You don't have to get very big before these issues surface and cause tons of problems and toil.
Big Corp's Division Z need a cert for their new web site https://www.division-z.example/ and so Bob buys it with his corporate credit card, and gives as contact details bob@bigcorp.example. He buys, let's say, a Verisign SSL certificate.
Six months later Bob leaves to work at some other company. Bob's email is probably now blackholes, or maybe it's going into a never read "Bob's emails" folder of Bob's previous manager.
DigiCert, being conscientious, send email to bob@bigcorp.example warning that Verisign certs were a Symantec product (Symantec bought the brand and CA keys from VeriSign, or maybe from some other operator which in turn bought them from VeriSign, long ago)
But that email will either get delivered and silently go unread, or it'll bounce, but leaving no sign it needs to go to anybody else in particular instead of Bob.
Months later the cert stops working, as scheduled, and Steve, who is now responsible for this site, thinks DigiCert is somehow at fault. How were DigiCert supposed to guess that they needed to contact Steve?

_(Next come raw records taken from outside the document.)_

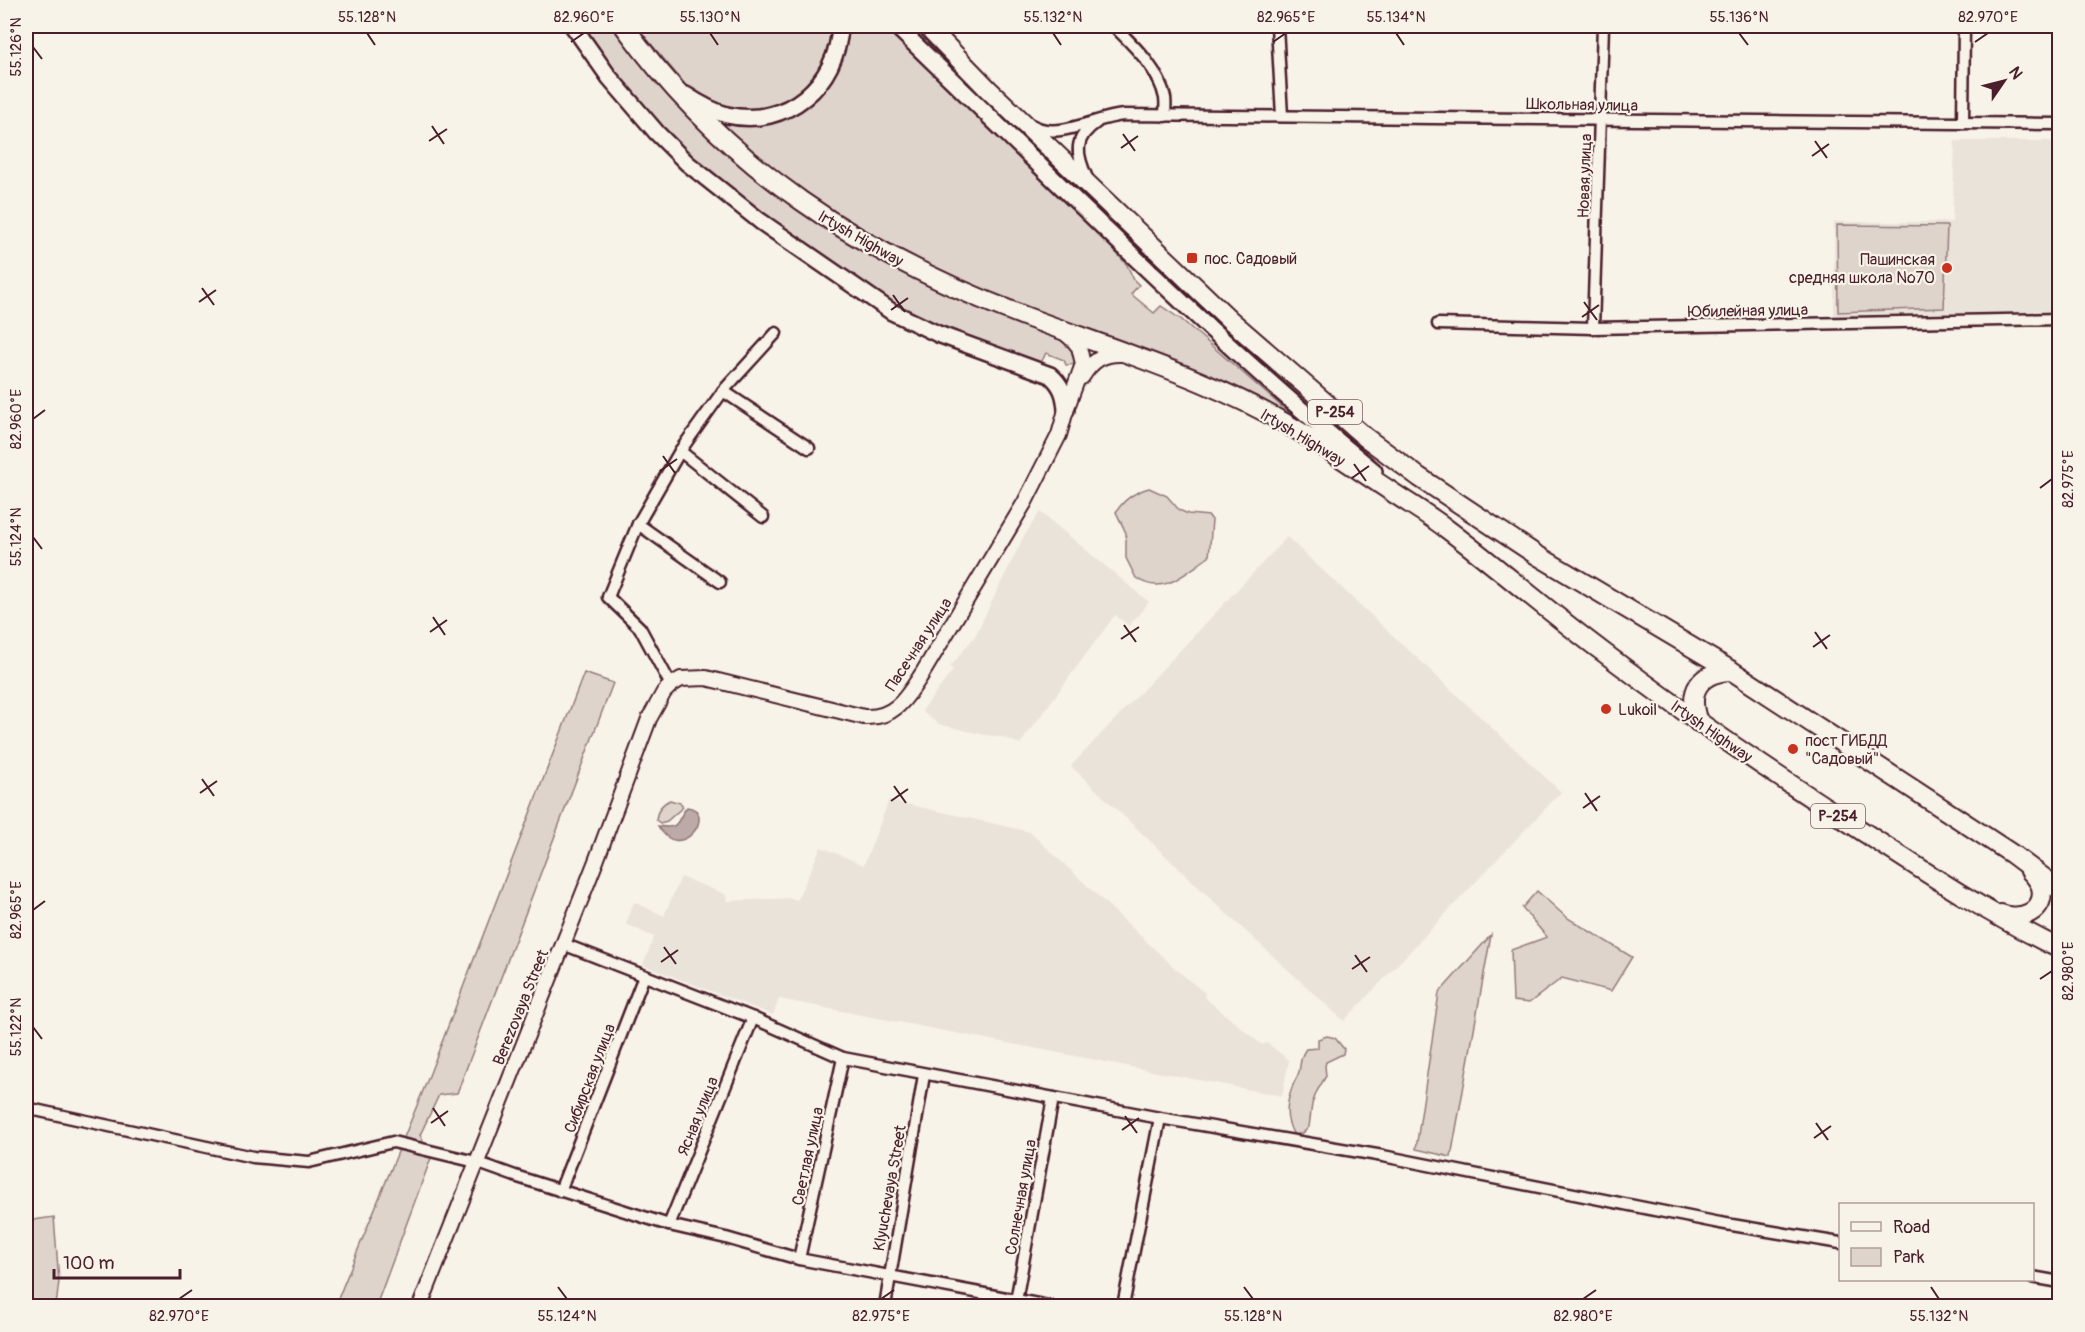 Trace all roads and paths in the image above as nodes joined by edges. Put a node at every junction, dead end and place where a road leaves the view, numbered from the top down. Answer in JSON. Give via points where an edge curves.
{"nodes":[{"id":1,"x":573,"y":26,"type":"edge"},
{"id":2,"x":624,"y":26,"type":"edge"},
{"id":3,"x":840,"y":26,"type":"edge"},
{"id":4,"x":896,"y":26,"type":"edge"},
{"id":5,"x":920,"y":26,"type":"edge"},
{"id":6,"x":927,"y":26,"type":"edge"},
{"id":7,"x":1114,"y":26,"type":"edge"},
{"id":8,"x":1277,"y":26,"type":"edge"},
{"id":9,"x":1603,"y":26,"type":"edge"},
{"id":10,"x":1964,"y":26,"type":"edge"},
{"id":11,"x":667,"y":82,"type":"junction"},
{"id":12,"x":988,"y":89,"type":"junction"},
{"id":13,"x":1015,"y":115,"type":"junction"},
{"id":14,"x":1165,"y":116,"type":"junction"},
{"id":15,"x":1282,"y":116,"type":"junction"},
{"id":16,"x":1105,"y":117,"type":"junction"},
{"id":17,"x":1601,"y":120,"type":"junction"},
{"id":18,"x":1963,"y":123,"type":"junction"},
{"id":19,"x":2060,"y":124,"type":"edge"},
{"id":20,"x":1091,"y":187,"type":"junction"},
{"id":21,"x":970,"y":295,"type":"junction"},
{"id":22,"x":2060,"y":319,"type":"edge"},
{"id":23,"x":1438,"y":324,"type":"dead end"},
{"id":24,"x":1593,"y":328,"type":"junction"},
{"id":25,"x":776,"y":333,"type":"dead end"},
{"id":26,"x":1131,"y":355,"type":"junction"},
{"id":27,"x":1076,"y":387,"type":"junction"},
{"id":28,"x":723,"y":391,"type":"junction"},
{"id":29,"x":1066,"y":410,"type":"junction"},
{"id":30,"x":808,"y":448,"type":"dead end"},
{"id":31,"x":680,"y":451,"type":"junction"},
{"id":32,"x":763,"y":517,"type":"dead end"},
{"id":33,"x":638,"y":524,"type":"junction"},
{"id":34,"x":1443,"y":526,"type":"junction"},
{"id":35,"x":720,"y":582,"type":"dead end"},
{"id":36,"x":1732,"y":671,"type":"junction"},
{"id":37,"x":670,"y":685,"type":"junction"},
{"id":38,"x":1698,"y":722,"type":"junction"},
{"id":39,"x":1948,"y":812,"type":"junction"},
{"id":40,"x":2012,"y":854,"type":"junction"},
{"id":41,"x":2060,"y":882,"type":"edge"},
{"id":42,"x":2060,"y":890,"type":"edge"},
{"id":43,"x":1980,"y":906,"type":"junction"},
{"id":44,"x":563,"y":944,"type":"junction"},
{"id":45,"x":2060,"y":949,"type":"edge"},
{"id":46,"x":644,"y":976,"type":"junction"},
{"id":47,"x":753,"y":1018,"type":"junction"},
{"id":48,"x":843,"y":1058,"type":"junction"},
{"id":49,"x":924,"y":1075,"type":"junction"},
{"id":50,"x":1053,"y":1098,"type":"junction"},
{"id":51,"x":26,"y":1108,"type":"edge"},
{"id":52,"x":1160,"y":1118,"type":"junction"},
{"id":53,"x":476,"y":1162,"type":"junction"},
{"id":54,"x":560,"y":1191,"type":"junction"},
{"id":55,"x":669,"y":1225,"type":"junction"},
{"id":56,"x":1839,"y":1243,"type":"edge"},
{"id":57,"x":799,"y":1259,"type":"junction"},
{"id":58,"x":889,"y":1276,"type":"junction"},
{"id":59,"x":2034,"y":1277,"type":"edge"},
{"id":60,"x":2060,"y":1282,"type":"edge"},
{"id":61,"x":1016,"y":1301,"type":"junction"},
{"id":62,"x":420,"y":1306,"type":"edge"},
{"id":63,"x":885,"y":1306,"type":"edge"},
{"id":64,"x":1049,"y":1306,"type":"edge"},
{"id":65,"x":1123,"y":1306,"type":"edge"}],
"edges":[{"from":1,"to":29,"type":"main road","via":[[630,103],[687,163],[721,192],[892,312],[938,334],[1050,375],[1061,387]]},
{"from":2,"to":11,"type":"highway","name":"Irtysh Highway","number":"Р-254"},
{"from":3,"to":11,"type":"main road","via":[[836,54],[820,83],[799,103],[776,114],[727,115],[695,101]]},
{"from":4,"to":34,"type":"main road","via":[[1214,333],[1351,453]]},
{"from":5,"to":12,"type":"main road"},
{"from":6,"to":12,"type":"highway","name":"Irtysh Highway","number":"Р-254"},
{"from":7,"to":14,"type":"street","via":[[1160,83],[1166,99]]},
{"from":8,"to":15,"type":"street"},
{"from":9,"to":17,"type":"street","name":"Новая улица"},
{"from":10,"to":18,"type":"street"},
{"from":11,"to":21,"type":"highway","name":"Irtysh Highway","number":"Р-254","via":[[737,151],[802,203],[887,255]]},
{"from":12,"to":13,"type":"highway","name":"Irtysh Highway","number":"Р-254"},
{"from":13,"to":16,"type":"street","name":"Школьная улица","via":[[1048,132]]},
{"from":13,"to":20,"type":"highway","name":"Irtysh Highway","number":"Р-254"},
{"from":14,"to":15,"type":"street","name":"Школьная улица"},
{"from":14,"to":16,"type":"street","name":"Школьная улица"},
{"from":15,"to":17,"type":"street","name":"Школьная улица"},
{"from":16,"to":20,"type":"street","via":[[1088,128],[1079,144],[1080,164]]},
{"from":17,"to":18,"type":"street","name":"Школьная улица"},
{"from":17,"to":24,"type":"street","name":"Новая улица"},
{"from":18,"to":19,"type":"street","name":"Школьная улица"},
{"from":20,"to":36,"type":"highway","name":"Irtysh Highway","number":"Р-254","via":[[1229,319],[1365,437],[1535,554]]},
{"from":21,"to":26,"type":"highway","name":"Irtysh Highway","number":"Р-254"},
{"from":21,"to":27,"type":"main road","via":[[1071,338],[1083,359]]},
{"from":22,"to":24,"type":"street","name":"Юбилейная улица"},
{"from":23,"to":24,"type":"street","name":"Юбилейная улица"},
{"from":25,"to":28,"type":"street"},
{"from":26,"to":27,"type":"main road","via":[[1100,357]]},
{"from":26,"to":34,"type":"highway","name":"Irtysh Highway","number":"Р-254","via":[[1273,417]]},
{"from":27,"to":29,"type":"main road","name":"Пасечная улица"},
{"from":28,"to":30,"type":"street"},
{"from":28,"to":31,"type":"street"},
{"from":29,"to":37,"type":"main road","name":"Пасечная улица","via":[[1059,435],[1025,502],[907,697],[885,716],[864,717],[706,678],[681,679]]},
{"from":31,"to":32,"type":"street"},
{"from":31,"to":33,"type":"street"},
{"from":33,"to":35,"type":"street"},
{"from":33,"to":37,"type":"street","via":[[608,597],[640,628]]},
{"from":34,"to":38,"type":"highway","name":"Irtysh Highway","number":"Р-254"},
{"from":36,"to":38,"type":"highway","via":[[1710,675],[1696,688],[1693,707]]},
{"from":36,"to":39,"type":"highway","name":"Irtysh Highway","number":"Р-254"},
{"from":37,"to":44,"type":"main road","name":"Berezovaya Street","via":[[649,719]]},
{"from":38,"to":43,"type":"highway","name":"Irtysh Highway","number":"Р-254"},
{"from":39,"to":40,"type":"highway","name":"Irtysh Highway","number":"Р-254"},
{"from":39,"to":41,"type":"street","via":[[2009,844]]},
{"from":40,"to":42,"type":"highway","name":"Irtysh Highway","number":"Р-254"},
{"from":40,"to":43,"type":"highway","via":[[2042,888],[2038,904],[2027,915],[2017,918]]},
{"from":43,"to":45,"type":"highway","name":"Irtysh Highway","number":"Р-254"},
{"from":44,"to":46,"type":"street"},
{"from":44,"to":53,"type":"main road","name":"Berezovaya Street"},
{"from":46,"to":47,"type":"street"},
{"from":46,"to":54,"type":"street","name":"Сибирская улица"},
{"from":47,"to":48,"type":"street"},
{"from":47,"to":55,"type":"street","name":"Ясная улица"},
{"from":48,"to":49,"type":"street"},
{"from":48,"to":57,"type":"street","name":"Светлая улица"},
{"from":49,"to":50,"type":"street"},
{"from":49,"to":58,"type":"street","name":"Klyuchevaya Street"},
{"from":50,"to":52,"type":"street"},
{"from":50,"to":61,"type":"street","name":"Солнечная улица"},
{"from":51,"to":53,"type":"street","via":[[253,1157],[309,1162],[393,1142]]},
{"from":52,"to":56,"type":"street"},
{"from":52,"to":65,"type":"street"},
{"from":53,"to":54,"type":"street"},
{"from":53,"to":62,"type":"main road","name":"Berezovaya Street"},
{"from":54,"to":55,"type":"street"},
{"from":55,"to":57,"type":"street"},
{"from":57,"to":58,"type":"street"},
{"from":58,"to":61,"type":"street"},
{"from":58,"to":63,"type":"street","name":"Klyuchevaya Street"},
{"from":59,"to":60,"type":"street"},
{"from":61,"to":64,"type":"street"}]}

Role accounts are the Right Thing™ so that the email goes to the person whose job is to care about the subject, not to some random individual who may not even work there any more. But they aren't enough, you also need mechanisms in place that ensure it's somebody's job to care, otherwise the role account emails just go in a folder and are never read.
So, sure, "incompetence" and not DigiCert's fault, nor Mozilla's but it's very widespread and you should be astonished if you work somewhere that does NOT have this problem in some form (maybe you have SSL certs locked down, but it turns out nobody is making sure you pay the electricity bills for outlying offices, or there's not actually anybody in charge of making sure payroll happens...)
Returning to SSL/TLS certificates though, any medium sized or larger organisation ought to be paying attention to the Certificate Transparency system. To do this properly you need to know all the eTLD+1s your organisation controls (this may be a non-starter in really sprawling organisations, but that's already a problem that needs fixing) but then you can know exactly what certificates exist for your names, who issued them, and why.
In most cases you don't _want_ Bob buying certificates on the company credit card anyway. Not just because it's cost inefficient (ignoring Let's Encrypt bigger organisations can get a commercial CA to cut them a deal for a fixed price or a steep discount per cert in exchange for doing one big Purchase Order rather than hundreds of credit card payments) but because it's organisationally a problem, it has security consequences, and it's another asset you're probably not tracking properly as a business.